Es müsste viel mehr abgehen in Deutschland, denn wir haben in unserer Gemeindelandschaft so viele gute Dinge:
- Ausgefeilte Gemeindekonzepte (sei es von Willow Creek, Church of the Highlands, Life Church oder wie sie alle heißen)
- Tolle Bühnen – mit viel Licht, guten Sound und nicht zu vergessen die sündhaft teuren LED-Wände
- Worshipbands, die sogar auf Tour gehen und man Eintritt für Lobpreis bezahlt (ok, darauf muss man erst mal kommen)
- Die Bibel in vielen deutschsprachigen Übersetzungen, so dass du die Bibel fast schon in deiner Umgangssprache lesen kannst
- Geld – jede Menge Geld! Alleine die Kirchensteuer, welche die Landeskirchen bekommen, sind so viel Geld – da würden andere Kirche nicht einmal davon träumen (geschweige denn das Geld haben wollen, weil viel Geld auch träge machen kann).
- Personal! Tausende Männer und Frauen sind in Deutschland in Gemeinden angestellt für die Verkündigung bei Kindern, Jugendlichen und Erwachsenen
- Große und großartige Gebäude, die funktional sind, die einladend sind, die tolle Möglichkeiten bieten
- Freiheit – wir werden nicht verfolgt, können am Sonntagmorgen sogar Glocken läuten lassen, was zwar die Langschläfer stört, aber ansonsten war’s das mit Repressalien.

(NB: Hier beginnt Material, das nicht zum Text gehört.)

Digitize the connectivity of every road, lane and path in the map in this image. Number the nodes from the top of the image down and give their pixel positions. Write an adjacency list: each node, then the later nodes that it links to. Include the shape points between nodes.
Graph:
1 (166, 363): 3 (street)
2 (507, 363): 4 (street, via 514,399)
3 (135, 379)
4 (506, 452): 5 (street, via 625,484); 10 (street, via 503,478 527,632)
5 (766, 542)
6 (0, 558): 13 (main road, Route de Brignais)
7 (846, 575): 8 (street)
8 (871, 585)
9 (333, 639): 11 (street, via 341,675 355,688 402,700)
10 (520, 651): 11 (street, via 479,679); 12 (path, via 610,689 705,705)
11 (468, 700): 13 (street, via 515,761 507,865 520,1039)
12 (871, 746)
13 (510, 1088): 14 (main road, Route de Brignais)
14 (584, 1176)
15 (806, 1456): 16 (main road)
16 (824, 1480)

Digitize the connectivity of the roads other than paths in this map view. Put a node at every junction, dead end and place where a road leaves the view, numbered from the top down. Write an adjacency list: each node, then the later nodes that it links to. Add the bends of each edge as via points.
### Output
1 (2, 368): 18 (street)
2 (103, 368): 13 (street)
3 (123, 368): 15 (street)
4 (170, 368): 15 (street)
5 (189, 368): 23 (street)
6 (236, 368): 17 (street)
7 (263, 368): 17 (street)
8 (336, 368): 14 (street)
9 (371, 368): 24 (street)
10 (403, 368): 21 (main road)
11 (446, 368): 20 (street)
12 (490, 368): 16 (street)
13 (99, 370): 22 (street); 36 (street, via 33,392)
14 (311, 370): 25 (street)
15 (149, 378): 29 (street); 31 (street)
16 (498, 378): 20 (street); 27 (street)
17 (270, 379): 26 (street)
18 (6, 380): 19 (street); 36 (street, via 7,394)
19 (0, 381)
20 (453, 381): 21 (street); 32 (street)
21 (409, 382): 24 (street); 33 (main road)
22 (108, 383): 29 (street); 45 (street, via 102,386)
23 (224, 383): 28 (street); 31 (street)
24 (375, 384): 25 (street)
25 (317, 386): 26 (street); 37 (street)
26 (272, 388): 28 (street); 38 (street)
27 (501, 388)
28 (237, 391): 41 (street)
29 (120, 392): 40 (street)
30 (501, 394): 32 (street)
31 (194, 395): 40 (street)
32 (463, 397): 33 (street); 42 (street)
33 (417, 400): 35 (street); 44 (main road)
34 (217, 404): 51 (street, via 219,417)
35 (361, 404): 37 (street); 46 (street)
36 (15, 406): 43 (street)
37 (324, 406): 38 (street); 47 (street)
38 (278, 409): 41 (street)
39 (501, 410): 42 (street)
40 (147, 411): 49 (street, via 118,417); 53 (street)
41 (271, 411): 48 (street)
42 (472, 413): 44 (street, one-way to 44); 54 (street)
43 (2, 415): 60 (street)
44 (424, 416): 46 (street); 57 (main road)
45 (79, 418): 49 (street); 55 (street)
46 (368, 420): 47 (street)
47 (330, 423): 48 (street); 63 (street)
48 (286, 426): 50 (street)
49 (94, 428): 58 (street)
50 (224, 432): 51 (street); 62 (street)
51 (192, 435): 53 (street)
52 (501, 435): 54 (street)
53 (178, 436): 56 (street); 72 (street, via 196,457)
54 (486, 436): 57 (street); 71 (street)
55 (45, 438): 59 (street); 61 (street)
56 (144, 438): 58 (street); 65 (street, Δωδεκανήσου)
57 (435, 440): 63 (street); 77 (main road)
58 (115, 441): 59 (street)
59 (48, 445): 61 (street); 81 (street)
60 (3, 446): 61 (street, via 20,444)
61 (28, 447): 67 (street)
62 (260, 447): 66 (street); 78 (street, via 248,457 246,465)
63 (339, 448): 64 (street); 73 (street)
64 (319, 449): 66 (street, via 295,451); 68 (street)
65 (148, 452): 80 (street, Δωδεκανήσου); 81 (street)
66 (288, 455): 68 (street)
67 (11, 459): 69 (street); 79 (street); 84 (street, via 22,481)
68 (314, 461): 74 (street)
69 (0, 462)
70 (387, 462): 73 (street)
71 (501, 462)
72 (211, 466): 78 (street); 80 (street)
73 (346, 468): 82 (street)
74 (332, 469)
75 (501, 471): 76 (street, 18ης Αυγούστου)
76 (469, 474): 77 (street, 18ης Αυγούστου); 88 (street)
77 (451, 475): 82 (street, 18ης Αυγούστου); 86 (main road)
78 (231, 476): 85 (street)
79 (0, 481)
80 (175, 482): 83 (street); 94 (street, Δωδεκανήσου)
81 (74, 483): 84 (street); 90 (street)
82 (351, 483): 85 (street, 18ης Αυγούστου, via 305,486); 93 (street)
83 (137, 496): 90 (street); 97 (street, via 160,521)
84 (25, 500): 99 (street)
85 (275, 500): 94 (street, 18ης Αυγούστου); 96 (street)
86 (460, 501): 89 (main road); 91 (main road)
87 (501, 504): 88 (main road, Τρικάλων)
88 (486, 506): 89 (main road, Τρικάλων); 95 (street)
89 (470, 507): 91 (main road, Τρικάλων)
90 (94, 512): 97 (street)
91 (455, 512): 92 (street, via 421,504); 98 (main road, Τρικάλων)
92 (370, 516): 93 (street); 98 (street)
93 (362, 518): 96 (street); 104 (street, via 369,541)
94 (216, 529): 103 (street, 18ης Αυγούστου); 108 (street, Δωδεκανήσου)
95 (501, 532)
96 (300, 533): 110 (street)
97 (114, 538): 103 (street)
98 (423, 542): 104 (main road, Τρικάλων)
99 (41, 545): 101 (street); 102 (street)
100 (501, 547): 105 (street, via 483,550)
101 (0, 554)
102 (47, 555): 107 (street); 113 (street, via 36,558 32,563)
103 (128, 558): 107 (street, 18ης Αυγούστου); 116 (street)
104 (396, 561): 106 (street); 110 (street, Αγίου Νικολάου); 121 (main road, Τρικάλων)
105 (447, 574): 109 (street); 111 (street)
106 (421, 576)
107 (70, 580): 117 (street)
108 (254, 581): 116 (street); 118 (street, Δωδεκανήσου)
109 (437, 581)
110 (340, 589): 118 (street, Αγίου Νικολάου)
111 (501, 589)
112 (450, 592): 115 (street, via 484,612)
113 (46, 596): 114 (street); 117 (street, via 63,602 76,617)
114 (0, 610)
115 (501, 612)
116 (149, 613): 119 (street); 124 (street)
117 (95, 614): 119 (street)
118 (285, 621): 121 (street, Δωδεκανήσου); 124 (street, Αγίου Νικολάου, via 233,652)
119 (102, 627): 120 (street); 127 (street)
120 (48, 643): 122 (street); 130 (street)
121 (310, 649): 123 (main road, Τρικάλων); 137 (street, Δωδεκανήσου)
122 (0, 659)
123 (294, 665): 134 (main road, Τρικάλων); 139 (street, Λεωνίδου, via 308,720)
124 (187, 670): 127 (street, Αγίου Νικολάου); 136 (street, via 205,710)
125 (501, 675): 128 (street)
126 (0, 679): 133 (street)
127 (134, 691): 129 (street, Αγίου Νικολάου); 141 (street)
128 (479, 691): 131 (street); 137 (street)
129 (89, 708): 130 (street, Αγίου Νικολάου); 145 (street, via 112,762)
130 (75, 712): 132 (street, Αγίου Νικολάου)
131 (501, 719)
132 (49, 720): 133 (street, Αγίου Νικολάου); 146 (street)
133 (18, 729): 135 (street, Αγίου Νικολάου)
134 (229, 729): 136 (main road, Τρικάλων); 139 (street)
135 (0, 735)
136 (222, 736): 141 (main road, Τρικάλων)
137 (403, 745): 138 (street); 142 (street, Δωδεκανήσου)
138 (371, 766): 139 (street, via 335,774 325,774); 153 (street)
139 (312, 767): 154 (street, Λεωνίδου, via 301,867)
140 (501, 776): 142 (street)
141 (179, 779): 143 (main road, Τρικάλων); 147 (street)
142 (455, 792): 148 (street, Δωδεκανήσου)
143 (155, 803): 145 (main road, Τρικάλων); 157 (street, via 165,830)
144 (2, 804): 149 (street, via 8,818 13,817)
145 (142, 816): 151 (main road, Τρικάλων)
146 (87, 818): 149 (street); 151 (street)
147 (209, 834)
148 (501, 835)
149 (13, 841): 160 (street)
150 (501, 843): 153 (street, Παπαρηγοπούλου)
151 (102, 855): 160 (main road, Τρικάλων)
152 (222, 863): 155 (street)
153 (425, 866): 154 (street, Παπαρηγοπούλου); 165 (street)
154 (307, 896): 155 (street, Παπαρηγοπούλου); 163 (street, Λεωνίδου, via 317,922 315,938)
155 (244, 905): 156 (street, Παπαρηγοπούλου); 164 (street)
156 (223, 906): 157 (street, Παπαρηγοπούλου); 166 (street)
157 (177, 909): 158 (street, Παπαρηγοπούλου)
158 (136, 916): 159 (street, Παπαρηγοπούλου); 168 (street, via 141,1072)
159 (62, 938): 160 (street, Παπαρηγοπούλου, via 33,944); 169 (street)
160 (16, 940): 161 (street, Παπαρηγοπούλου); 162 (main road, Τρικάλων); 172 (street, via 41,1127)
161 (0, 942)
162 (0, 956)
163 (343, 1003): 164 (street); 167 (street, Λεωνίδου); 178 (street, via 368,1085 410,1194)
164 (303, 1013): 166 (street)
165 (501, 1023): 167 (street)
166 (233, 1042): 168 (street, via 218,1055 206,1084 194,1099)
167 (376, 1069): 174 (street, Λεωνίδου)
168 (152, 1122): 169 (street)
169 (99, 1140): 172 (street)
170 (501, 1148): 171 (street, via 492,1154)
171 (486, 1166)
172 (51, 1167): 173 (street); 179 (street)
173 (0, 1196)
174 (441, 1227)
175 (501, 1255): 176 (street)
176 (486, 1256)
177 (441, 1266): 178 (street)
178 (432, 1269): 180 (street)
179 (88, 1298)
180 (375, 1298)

- Digitalisierung – im Gegensatz zum Beamtenapparat und dem Ämterwesen scheint in vielen Gemeinden Digitalisierung Einzug gehalten zu haben und die Menschen von heute werden mit Medien von heute erreicht.
- Verrückte Ideen – daran scheitert’s wahrlich nicht, wobei manche Ideen dann auch wirklich mehr als verrückt sind.
- Viele, viele verschiedene Gemeinden: Für die Liturgiker gibt’s die Landeskirche, für die Hipster das ICF und für die Händeheber die Pfingstgemeinden (okay, sorry, du weißt hoffentlich, dass ich mich in allen drei Gemeindeformen zuhause fühle(n würde).)
- Influencer – guckst du auf Instagram und TikTok! Da finden sich viele christliche Influencer, welche die “sozialen Medien” mit der guten Nachricht von Jesus fluten.
Und doch ist Deutschland eigenartig unerweckt. Eigenartig areligiös. Eigenartig unchristlich – und das nicht nur im Osten unserer Republik. Wohlgemerkt: Mir geht es nicht um einen Kulturprotestantismus, der oftmals dazu führen kann, dass Kunstwerke in der Kirche mehr eine Rolle zu spielen scheinen als Gott oder politische und gesellschaftliche Themen Predigtinhalt Nummer eins sind. Nein – darum geht’s mir nicht.
Es geht mir schlicht und einfach um die Tatsache: Wir erleben in Deutschland keine Erweckung. Menschen kommen nicht in großem Maß zum Glauben. Gemeinden mühen sich ab und dennoch geschieht – gemessen am Aufwand – wirklich wenig.
Lügen wir uns doch nicht in die Tasche: Wir betreiben Woche für Woche so viel Aufwand als christliche Kirchen, da müsste doch am Ende mehr rausspringen, oder nicht?
“Das ist Sache des Heiligen Geistes!” meinen die frommen Besserwisser. Klar. Und damit hast du jede Diskussion beendet, kannst dich selbstverliebt in die Ecke zurückziehen und dir selbst einen pseudotheologischen Orden anheften. Viel Spaß damit!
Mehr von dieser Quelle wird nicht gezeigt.